> [ENTRIES SHOWN]:
%%
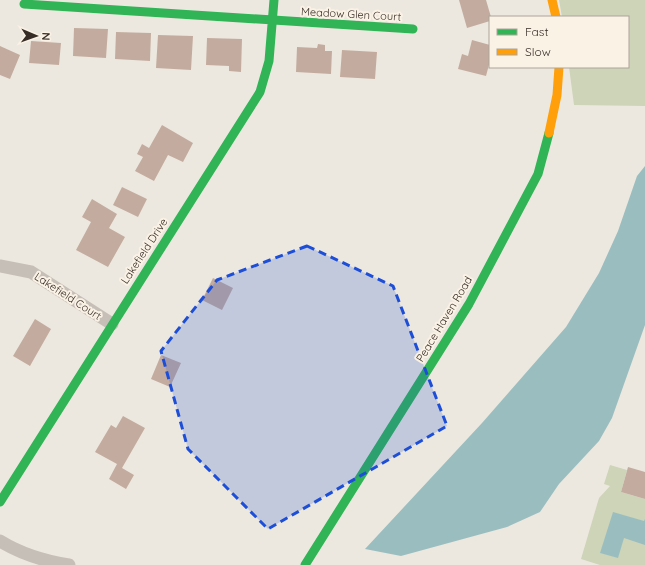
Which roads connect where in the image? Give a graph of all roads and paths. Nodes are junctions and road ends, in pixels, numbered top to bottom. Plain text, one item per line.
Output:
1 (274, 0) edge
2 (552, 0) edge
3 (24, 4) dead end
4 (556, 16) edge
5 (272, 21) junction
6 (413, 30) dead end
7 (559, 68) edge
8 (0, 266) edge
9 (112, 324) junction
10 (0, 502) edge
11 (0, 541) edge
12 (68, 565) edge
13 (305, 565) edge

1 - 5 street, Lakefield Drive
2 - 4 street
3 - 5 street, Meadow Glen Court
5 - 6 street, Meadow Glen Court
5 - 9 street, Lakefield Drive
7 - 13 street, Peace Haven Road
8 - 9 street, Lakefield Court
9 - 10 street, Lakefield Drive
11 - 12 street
%%
> [WORK TO BE COMPLETED]:
None of the pictures should appear; repeat the records exactly otherwise.

> [PROBLEM SOLUTION]:
Which roads connect where in the image? Give a graph of all roads and paths. Nodes are junctions and road ends, in pixels, numbered top to bottom. Plain text, one item per line.
Output:
1 (274, 0) edge
2 (552, 0) edge
3 (24, 4) dead end
4 (556, 16) edge
5 (272, 21) junction
6 (413, 30) dead end
7 (559, 68) edge
8 (0, 266) edge
9 (112, 324) junction
10 (0, 502) edge
11 (0, 541) edge
12 (68, 565) edge
13 (305, 565) edge

1 - 5 street, Lakefield Drive
2 - 4 street
3 - 5 street, Meadow Glen Court
5 - 6 street, Meadow Glen Court
5 - 9 street, Lakefield Drive
7 - 13 street, Peace Haven Road
8 - 9 street, Lakefield Court
9 - 10 street, Lakefield Drive
11 - 12 street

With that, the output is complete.